Only a five minute drive from the boarding school where I work is a sprawling township called Zandspruit. They know very little about us and a constant sense of fear is fostered on campus about them. Most recently, protests erupted in Zandspruit because necessary services like electricity had been cut off. People took to the streets, setting tires and cars on fire. We all received intense emails warning us to take alternate routes and avoid Zandspruit all together. I was stopped on my way to the grocery store by a police barricade. This is the kind of message we are sent about our neighbors and I find it disheartening.
This sinking feeling of othering and distancing that starts with the gated communities of Johannesburg must be broken down. So, I am looking for ways to get my students, particularly those interested in public health, off campus, which brings me to Isaac and Project Hope.
I spent almost three hours on Saturday following two Community Health Workers around the roads and gullies of Zandspruit.
The roads were unpaved and the sewage system ran between rocks and piles of garbage. Finding homes was hard. The numbering system appeared makeshift at best; graffiti letters and numbers painted onto refrigerators or prominent components of shacks. We often had the wrong phone number or address. Sometimes the patients told us that they had been transferred to the Zandspruit clinic without us knowing.
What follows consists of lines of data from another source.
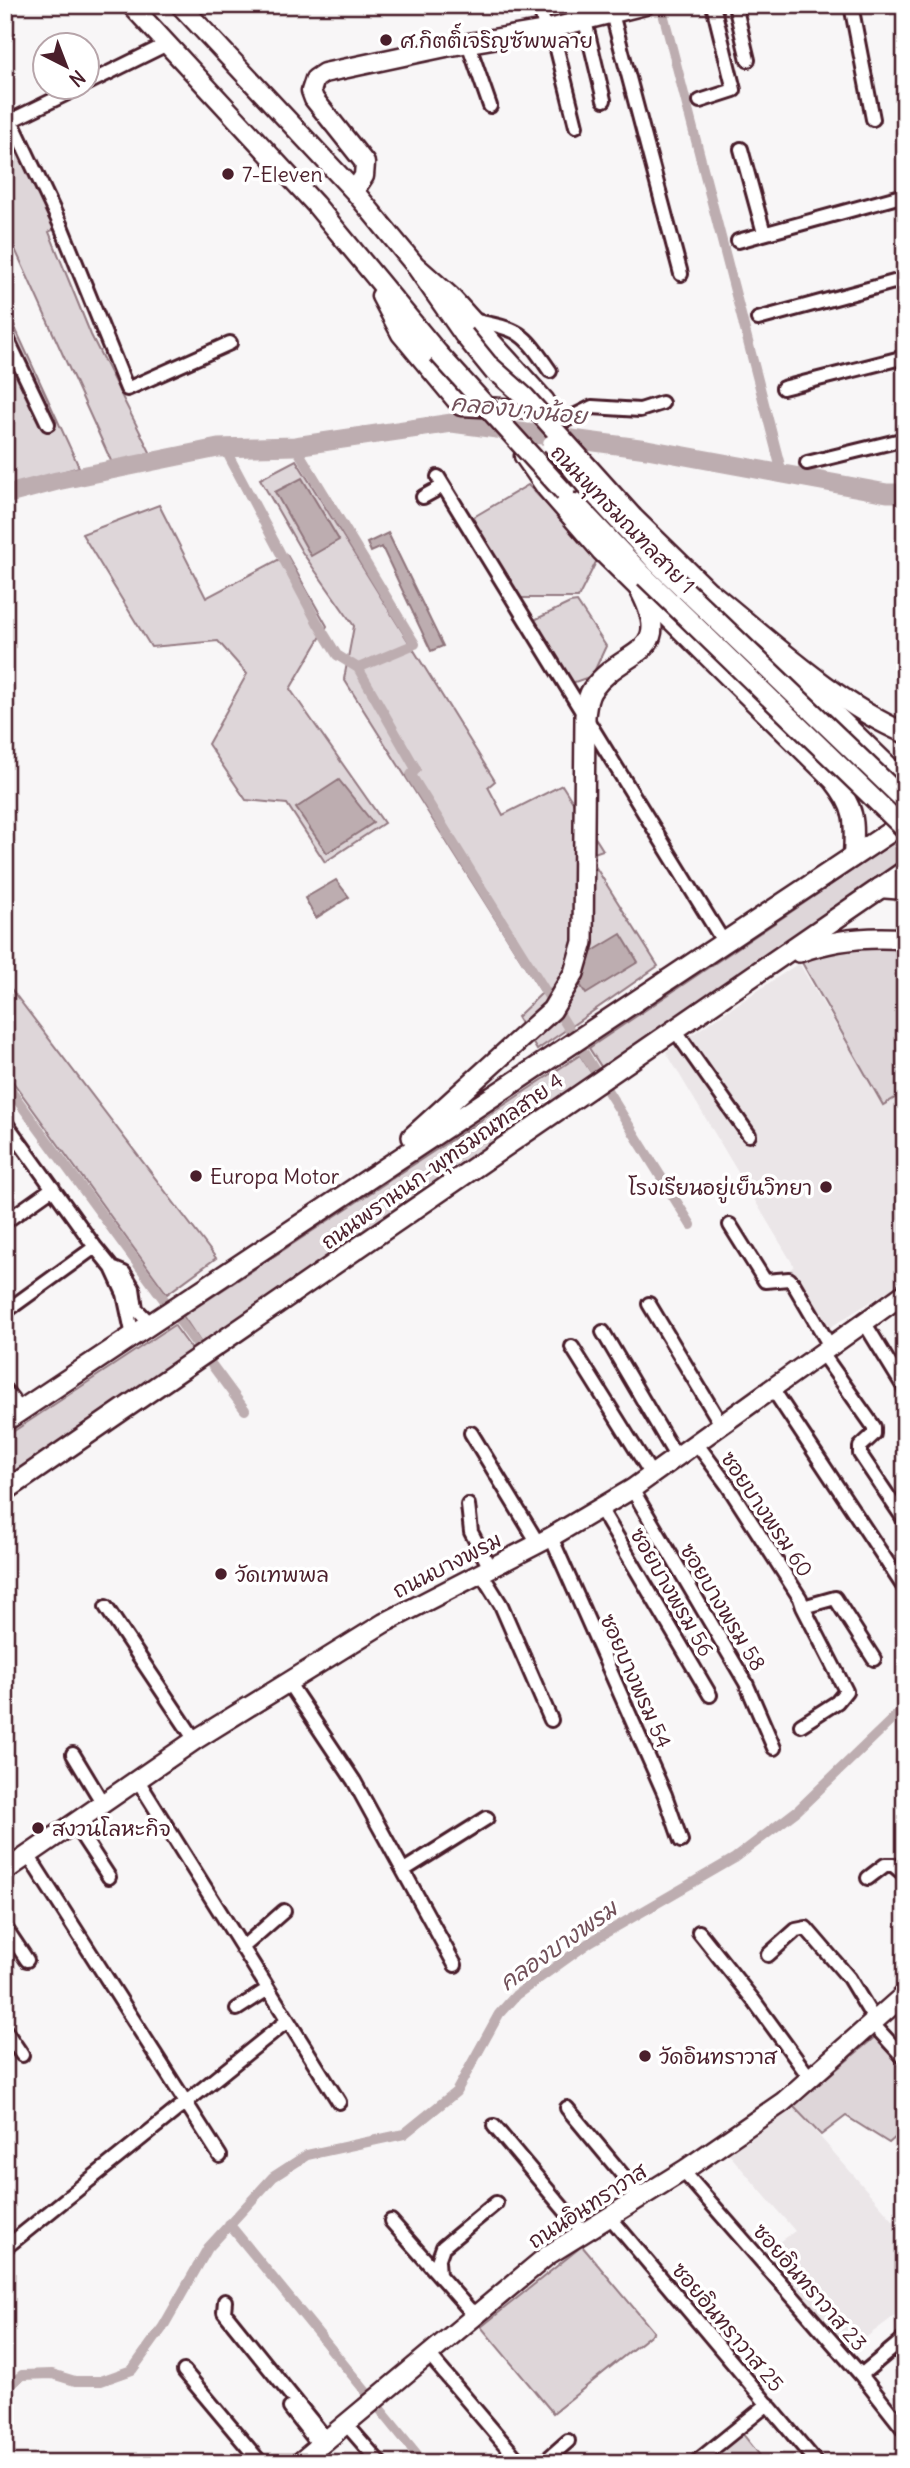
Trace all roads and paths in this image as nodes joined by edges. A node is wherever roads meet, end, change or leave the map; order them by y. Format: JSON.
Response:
{"nodes":[{"id":1,"x":131,"y":5,"type":"edge"},
{"id":2,"x":180,"y":5,"type":"edge"},
{"id":3,"x":540,"y":5,"type":"edge"},
{"id":4,"x":645,"y":5,"type":"edge"},
{"id":5,"x":713,"y":5,"type":"edge"},
{"id":6,"x":735,"y":5,"type":"edge"},
{"id":7,"x":851,"y":5,"type":"edge"},
{"id":8,"x":611,"y":10,"type":"edge"},
{"id":9,"x":585,"y":21,"type":"junction"},
{"id":10,"x":549,"y":30,"type":"junction"},
{"id":11,"x":468,"y":43,"type":"junction"},
{"id":12,"x":167,"y":44,"type":"junction"},
{"id":13,"x":748,"y":60,"type":"dead end"},
{"id":14,"x":102,"y":76,"type":"edge"},
{"id":15,"x":604,"y":100,"type":"dead end"},
{"id":16,"x":700,"y":101,"type":"dead end"},
{"id":17,"x":49,"y":102,"type":"edge"},
{"id":18,"x":490,"y":106,"type":"dead end"},
{"id":19,"x":873,"y":120,"type":"dead end"},
{"id":20,"x":8,"y":122,"type":"edge"},
{"id":21,"x":576,"y":126,"type":"dead end"},
{"id":22,"x":741,"y":149,"type":"dead end"},
{"id":23,"x":354,"y":191,"type":"junction"},
{"id":24,"x":904,"y":196,"type":"edge"},
{"id":25,"x":764,"y":233,"type":"junction"},
{"id":26,"x":738,"y":241,"type":"dead end"},
{"id":27,"x":366,"y":265,"type":"junction"},
{"id":28,"x":681,"y":274,"type":"dead end"},
{"id":29,"x":905,"y":279,"type":"edge"},
{"id":30,"x":758,"y":318,"type":"dead end"},
{"id":31,"x":468,"y":328,"type":"junction"},
{"id":32,"x":5,"y":334,"type":"edge"},
{"id":33,"x":230,"y":343,"type":"dead end"},
{"id":34,"x":905,"y":357,"type":"edge"},
{"id":35,"x":489,"y":365,"type":"junction"},
{"id":36,"x":550,"y":371,"type":"dead end"},
{"id":37,"x":783,"y":388,"type":"dead end"},
{"id":38,"x":662,"y":403,"type":"dead end"},
{"id":39,"x":545,"y":404,"type":"junction"},
{"id":40,"x":48,"y":424,"type":"dead end"},
{"id":41,"x":905,"y":439,"type":"edge"},
{"id":42,"x":807,"y":463,"type":"dead end"},
{"id":43,"x":423,"y":497,"type":"dead end"},
{"id":44,"x":642,"y":582,"type":"junction"},
{"id":45,"x":711,"y":593,"type":"junction"},
{"id":46,"x":584,"y":716,"type":"junction"},
{"id":47,"x":839,"y":718,"type":"junction"},
{"id":48,"x":905,"y":733,"type":"edge"},
{"id":49,"x":799,"y":746,"type":"junction"},
{"id":50,"x":905,"y":782,"type":"edge"},
{"id":51,"x":905,"y":801,"type":"edge"},
{"id":52,"x":905,"y":822,"type":"edge"},
{"id":53,"x":905,"y":828,"type":"edge"},
{"id":54,"x":853,"y":856,"type":"junction"},
{"id":55,"x":905,"y":871,"type":"edge"},
{"id":56,"x":879,"y":888,"type":"junction"},
{"id":57,"x":905,"y":890,"type":"edge"},
{"id":58,"x":905,"y":939,"type":"edge"},
{"id":59,"x":723,"y":941,"type":"junction"},
{"id":60,"x":770,"y":963,"type":"junction"},
{"id":61,"x":674,"y":1029,"type":"junction"},
{"id":62,"x":7,"y":1128,"type":"edge"},
{"id":63,"x":749,"y":1135,"type":"dead end"},
{"id":64,"x":365,"y":1180,"type":"junction"},
{"id":65,"x":52,"y":1188,"type":"junction"},
{"id":66,"x":5,"y":1222,"type":"edge"},
{"id":67,"x":730,"y":1225,"type":"dead end"},
{"id":68,"x":94,"y":1247,"type":"junction"},
{"id":69,"x":112,"y":1268,"type":"junction"},
{"id":70,"x":905,"y":1293,"type":"edge"},
{"id":71,"x":649,"y":1304,"type":"dead end"},
{"id":72,"x":5,"y":1312,"type":"edge"},
{"id":73,"x":864,"y":1322,"type":"junction"},
{"id":74,"x":151,"y":1324,"type":"junction"},
{"id":75,"x":603,"y":1332,"type":"dead end"},
{"id":76,"x":133,"y":1336,"type":"junction"},
{"id":77,"x":572,"y":1347,"type":"dead end"},
{"id":78,"x":823,"y":1351,"type":"junction"},
{"id":79,"x":772,"y":1388,"type":"junction"},
{"id":80,"x":905,"y":1389,"type":"edge"},
{"id":81,"x":5,"y":1390,"type":"edge"},
{"id":82,"x":13,"y":1415,"type":"edge"},
{"id":83,"x":865,"y":1425,"type":"dead end"},
{"id":84,"x":722,"y":1426,"type":"junction"},
{"id":85,"x":471,"y":1433,"type":"dead end"},
{"id":86,"x":697,"y":1444,"type":"junction"},
{"id":87,"x":677,"y":1458,"type":"junction"},
{"id":88,"x":652,"y":1475,"type":"junction"},
{"id":89,"x":632,"y":1489,"type":"junction"},
{"id":90,"x":5,"y":1491,"type":"edge"},
{"id":91,"x":468,"y":1505,"type":"dead end"},
{"id":92,"x":600,"y":1508,"type":"junction"},
{"id":93,"x":905,"y":1521,"type":"edge"},
{"id":94,"x":545,"y":1540,"type":"junction"},
{"id":95,"x":485,"y":1570,"type":"junction"},
{"id":96,"x":905,"y":1589,"type":"edge"},
{"id":97,"x":106,"y":1607,"type":"dead end"},
{"id":98,"x":803,"y":1607,"type":"junction"},
{"id":99,"x":874,"y":1659,"type":"dead end"},
{"id":100,"x":288,"y":1682,"type":"junction"},
{"id":101,"x":710,"y":1695,"type":"dead end"},
{"id":102,"x":551,"y":1720,"type":"dead end"},
{"id":103,"x":801,"y":1725,"type":"dead end"},
{"id":104,"x":195,"y":1740,"type":"junction"},
{"id":105,"x":774,"y":1748,"type":"dead end"},
{"id":106,"x":73,"y":1754,"type":"dead end"},
{"id":107,"x":137,"y":1779,"type":"junction"},
{"id":108,"x":103,"y":1802,"type":"junction"},
{"id":109,"x":487,"y":1818,"type":"dead end"},
{"id":110,"x":74,"y":1822,"type":"junction"},
{"id":111,"x":681,"y":1842,"type":"dead end"},
{"id":112,"x":28,"y":1855,"type":"junction"},
{"id":113,"x":404,"y":1870,"type":"junction"},
{"id":114,"x":5,"y":1871,"type":"edge"},
{"id":115,"x":905,"y":1875,"type":"edge"},
{"id":116,"x":109,"y":1877,"type":"dead end"},
{"id":117,"x":868,"y":1878,"type":"dead end"},
{"id":118,"x":284,"y":1911,"type":"dead end"},
{"id":119,"x":5,"y":1927,"type":"edge"},
{"id":120,"x":699,"y":1932,"type":"dead end"},
{"id":121,"x":242,"y":1948,"type":"junction"},
{"id":122,"x":768,"y":1955,"type":"dead end"},
{"id":123,"x":27,"y":1960,"type":"dead end"},
{"id":124,"x":455,"y":1965,"type":"dead end"},
{"id":125,"x":268,"y":1990,"type":"junction"},
{"id":126,"x":905,"y":1994,"type":"edge"},
{"id":127,"x":237,"y":2009,"type":"dead end"},
{"id":128,"x":287,"y":2021,"type":"junction"},
{"id":129,"x":874,"y":2022,"type":"junction"},
{"id":130,"x":5,"y":2030,"type":"edge"},
{"id":131,"x":22,"y":2055,"type":"dead end"},
{"id":132,"x":905,"y":2059,"type":"edge"},
{"id":133,"x":810,"y":2078,"type":"junction"},
{"id":134,"x":187,"y":2101,"type":"junction"},
{"id":135,"x":339,"y":2102,"type":"dead end"},
{"id":136,"x":567,"y":2108,"type":"dead end"},
{"id":137,"x":494,"y":2126,"type":"dead end"},
{"id":138,"x":220,"y":2156,"type":"dead end"},
{"id":139,"x":683,"y":2171,"type":"junction"},
{"id":140,"x":640,"y":2197,"type":"junction"},
{"id":141,"x":496,"y":2203,"type":"dead end"},
{"id":142,"x":609,"y":2216,"type":"junction"},
{"id":143,"x":391,"y":2221,"type":"dead end"},
{"id":144,"x":583,"y":2232,"type":"junction"},
{"id":145,"x":5,"y":2248,"type":"edge"},
{"id":146,"x":439,"y":2275,"type":"junction"},
{"id":147,"x":225,"y":2301,"type":"dead end"},
{"id":148,"x":475,"y":2316,"type":"junction"},
{"id":149,"x":226,"y":2329,"type":"dead end"},
{"id":150,"x":905,"y":2338,"type":"edge"},
{"id":151,"x":429,"y":2355,"type":"junction"},
{"id":152,"x":184,"y":2371,"type":"dead end"},
{"id":153,"x":861,"y":2375,"type":"junction"},
{"id":154,"x":768,"y":2404,"type":"junction"},
{"id":155,"x":346,"y":2424,"type":"junction"},
{"id":156,"x":905,"y":2431,"type":"edge"},
{"id":157,"x":568,"y":2441,"type":"dead end"},
{"id":158,"x":323,"y":2443,"type":"junction"},
{"id":159,"x":519,"y":2460,"type":"dead end"},
{"id":160,"x":261,"y":2463,"type":"edge"},
{"id":161,"x":299,"y":2463,"type":"edge"},
{"id":162,"x":380,"y":2463,"type":"edge"},
{"id":163,"x":543,"y":2463,"type":"edge"},
{"id":164,"x":695,"y":2463,"type":"edge"},
{"id":165,"x":817,"y":2463,"type":"edge"}],
"edges":[{"from":1,"to":12,"type":"main road","name":"ถนนพุทธมณฑลสาย 1"},
{"from":2,"to":23,"type":"main road","name":"ถนนพุทธมณฑลสาย 1"},
{"from":3,"to":10,"type":"street"},
{"from":4,"to":8,"type":"main road"},
{"from":5,"to":16,"type":"street"},
{"from":6,"to":13,"type":"street"},
{"from":7,"to":19,"type":"street"},
{"from":8,"to":9,"type":"main road"},
{"from":8,"to":28,"type":"street"},
{"from":9,"to":10,"type":"main road"},
{"from":9,"to":15,"type":"street"},
{"from":10,"to":11,"type":"main road"},
{"from":10,"to":21,"type":"street"},
{"from":11,"to":18,"type":"street"},
{"from":11,"to":23,"type":"main road"},
{"from":12,"to":14,"type":"street"},
{"from":12,"to":27,"type":"main road","name":"ถนนพุทธมณฑลสาย 1"},
{"from":17,"to":20,"type":"street"},
{"from":20,"to":33,"type":"street"},
{"from":22,"to":25,"type":"street"},
{"from":23,"to":31,"type":"main road","name":"ถนนพุทธมณฑลสาย 1"},
{"from":24,"to":25,"type":"street"},
{"from":25,"to":26,"type":"street"},
{"from":27,"to":39,"type":"main road"},
{"from":27,"to":44,"type":"main road","name":"ถนนพุทธมณฑลสาย 1","bridge":true},
{"from":29,"to":30,"type":"street"},
{"from":31,"to":35,"type":"main road","name":"ถนนพุทธมณฑลสาย 1","bridge":true},
{"from":31,"to":36,"type":"street"},
{"from":31,"to":39,"type":"main road"},
{"from":32,"to":40,"type":"street"},
{"from":34,"to":37,"type":"street"},
{"from":35,"to":45,"type":"main road","bridge":true},
{"from":35,"to":51,"type":"main road","name":"ถนนพุทธมณฑลสาย 1","bridge":true},
{"from":38,"to":39,"type":"street"},
{"from":41,"to":42,"type":"street"},
{"from":43,"to":46,"type":"street"},
{"from":44,"to":46,"type":"main road"},
{"from":44,"to":49,"type":"main road"},
{"from":44,"to":53,"type":"main road","name":"ถนนพุทธมณฑลสาย 1","bridge":true},
{"from":45,"to":47,"type":"main road"},
{"from":45,"to":48,"type":"main road"},
{"from":46,"to":59,"type":"street"},
{"from":46,"to":64,"type":"main road"},
{"from":47,"to":49,"type":"main road"},
{"from":47,"to":50,"type":"main road"},
{"from":49,"to":54,"type":"main road"},
{"from":52,"to":54,"type":"main road","name":"ถนนพรานนก-พุทธมณฑลสาย 4"},
{"from":54,"to":59,"type":"main road","name":"ถนนพรานนก-พุทธมณฑลสาย 4"},
{"from":55,"to":56,"type":"main road","name":"ถนนพรานนก-พุทธมณฑลสาย 4"},
{"from":56,"to":57,"type":"main road"},
{"from":56,"to":60,"type":"main road","name":"ถนนพรานนก-พุทธมณฑลสาย 4"},
{"from":58,"to":60,"type":"main road"},
{"from":59,"to":64,"type":"main road","name":"ถนนพรานนก-พุทธมณฑลสาย 4"},
{"from":60,"to":61,"type":"main road","name":"ถนนพรานนก-พุทธมณฑลสาย 4"},
{"from":61,"to":63,"type":"street"},
{"from":61,"to":90,"type":"main road","name":"ถนนพรานนก-พุทธมณฑลสาย 4"},
{"from":62,"to":65,"type":"street"},
{"from":64,"to":74,"type":"main road","name":"ถนนพรานนก-พุทธมณฑลสาย 4"},
{"from":65,"to":66,"type":"street"},
{"from":65,"to":68,"type":"street"},
{"from":67,"to":78,"type":"street"},
{"from":68,"to":69,"type":"street"},
{"from":68,"to":72,"type":"street"},
{"from":69,"to":74,"type":"street"},
{"from":69,"to":76,"type":"street"},
{"from":70,"to":73,"type":"main road","name":"ถนนบางพรม"},
{"from":71,"to":84,"type":"street"},
{"from":73,"to":78,"type":"main road","name":"ถนนบางพรม"},
{"from":73,"to":80,"type":"street"},
{"from":74,"to":76,"type":"main road","name":"ถนนพรานนก-พุทธมณฑลสาย 4"},
{"from":75,"to":87,"type":"street"},
{"from":76,"to":82,"type":"main road","name":"ถนนพรานนก-พุทธมณฑลสาย 4"},
{"from":77,"to":88,"type":"street"},
{"from":78,"to":79,"type":"main road","name":"ถนนบางพรม"},
{"from":78,"to":83,"type":"street"},
{"from":78,"to":93,"type":"street"},
{"from":79,"to":84,"type":"main road","name":"ถนนบางพรม"},
{"from":79,"to":96,"type":"street"},
{"from":81,"to":82,"type":"street"},
{"from":84,"to":86,"type":"main road","name":"ถนนบางพรม"},
{"from":85,"to":94,"type":"street","name":"ซอยบางพรม 54"},
{"from":86,"to":87,"type":"main road","name":"ถนนบางพรม"},
{"from":86,"to":98,"type":"street","name":"ซอยบางพรม 60"},
{"from":87,"to":88,"type":"main road","name":"ถนนบางพรม"},
{"from":88,"to":89,"type":"main road","name":"ถนนบางพรม"},
{"from":89,"to":92,"type":"main road","name":"ถนนบางพรม"},
{"from":89,"to":105,"type":"street","name":"ซอยบางพรม 58"},
{"from":91,"to":95,"type":"street"},
{"from":92,"to":94,"type":"main road","name":"ถนนบางพรม"},
{"from":92,"to":101,"type":"street","name":"ซอยบางพรม 56"},
{"from":94,"to":95,"type":"main road","name":"ถนนบางพรม"},
{"from":94,"to":111,"type":"street","name":"ซอยบางพรม 54"},
{"from":95,"to":100,"type":"main road","name":"ถนนบางพรม"},
{"from":95,"to":102,"type":"street"},
{"from":97,"to":104,"type":"street"},
{"from":98,"to":99,"type":"street","name":"ซอยบางพรม 60"},
{"from":98,"to":103,"type":"street","name":"ซอยบางพรม 60"},
{"from":100,"to":104,"type":"main road","name":"ถนนบางพรม"},
{"from":100,"to":113,"type":"street"},
{"from":104,"to":107,"type":"main road","name":"ถนนบางพรม"},
{"from":106,"to":108,"type":"street"},
{"from":107,"to":108,"type":"main road","name":"ถนนบางพรม"},
{"from":107,"to":121,"type":"street"},
{"from":108,"to":110,"type":"main road","name":"ถนนบางพรม"},
{"from":109,"to":113,"type":"street"},
{"from":110,"to":112,"type":"main road","name":"ถนนบางพรม"},
{"from":110,"to":116,"type":"street"},
{"from":112,"to":114,"type":"main road","name":"ถนนบางพรม"},
{"from":112,"to":134,"type":"street"},
{"from":113,"to":124,"type":"street"},
{"from":115,"to":117,"type":"street"},
{"from":118,"to":121,"type":"street"},
{"from":119,"to":123,"type":"street"},
{"from":120,"to":133,"type":"street"},
{"from":121,"to":125,"type":"street"},
{"from":122,"to":129,"type":"street"},
{"from":125,"to":127,"type":"street"},
{"from":125,"to":128,"type":"street"},
{"from":126,"to":129,"type":"main road","name":"ถนนอินทราวาส"},
{"from":128,"to":134,"type":"street"},
{"from":128,"to":135,"type":"street"},
{"from":129,"to":132,"type":"street"},
{"from":129,"to":133,"type":"main road","name":"ถนนอินทราวาส"},
{"from":130,"to":131,"type":"street"},
{"from":133,"to":139,"type":"main road","name":"ถนนอินทราวาส"},
{"from":134,"to":138,"type":"street"},
{"from":134,"to":145,"type":"street"},
{"from":136,"to":140,"type":"street"},
{"from":137,"to":144,"type":"street"},
{"from":139,"to":140,"type":"main road","name":"ถนนอินทราวาส"},
{"from":139,"to":153,"type":"street","name":"ซอยอินทราวาส 23"},
{"from":140,"to":142,"type":"main road","name":"ถนนอินทราวาส"},
{"from":141,"to":146,"type":"street"},
{"from":142,"to":144,"type":"main road","name":"ถนนอินทราวาส"},
{"from":142,"to":154,"type":"street","name":"ซอยอินทราวาส 25"},
{"from":143,"to":146,"type":"street"},
{"from":144,"to":148,"type":"main road","name":"ถนนอินทราวาส"},
{"from":146,"to":148,"type":"street"},
{"from":147,"to":158,"type":"street"},
{"from":148,"to":151,"type":"main road","name":"ถนนอินทราวาส"},
{"from":149,"to":158,"type":"street"},
{"from":150,"to":153,"type":"street"},
{"from":151,"to":155,"type":"main road","name":"ถนนอินทราวาส"},
{"from":151,"to":159,"type":"street"},
{"from":152,"to":160,"type":"street"},
{"from":153,"to":156,"type":"street","name":"ซอยอินทราวาส 23"},
{"from":154,"to":164,"type":"street"},
{"from":154,"to":165,"type":"street","name":"ซอยอินทราวาส 25"},
{"from":155,"to":158,"type":"main road","name":"ถนนอินทราวาส"},
{"from":155,"to":162,"type":"street"},
{"from":157,"to":163,"type":"street"},
{"from":158,"to":161,"type":"main road","name":"ถนนอินทราวาส"}]}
We found Isaac by accident. While looking for F45 we stumbled onto G167 and Isaac, an older man with a green t-shirt, called out to us. The homes in Zandspruit are hard to describe but this one appeared to be two rooms with a slip of a porch attached to the front. Isaac sat on a bench that took up most of the spaced provided by the tiny porch while we took his Blood Pressure and talked to him about why he had defaulted on his most recent appointment with Project Hope. I could not understand a word of the Zulu being spoken by Isaac and Genevieve, the CHW, but afterwords I gathered that Isaac had lost his health card. His BP was 180/111, which is exceptionally high. Genevieve tried to convince him to come to the clinic today as her phone began to go off. The other CHW took the call outside of the makeshift porch. Isaac refused–he had to go to Randburg today and no other explanation was given. He said he would come on Tuesday.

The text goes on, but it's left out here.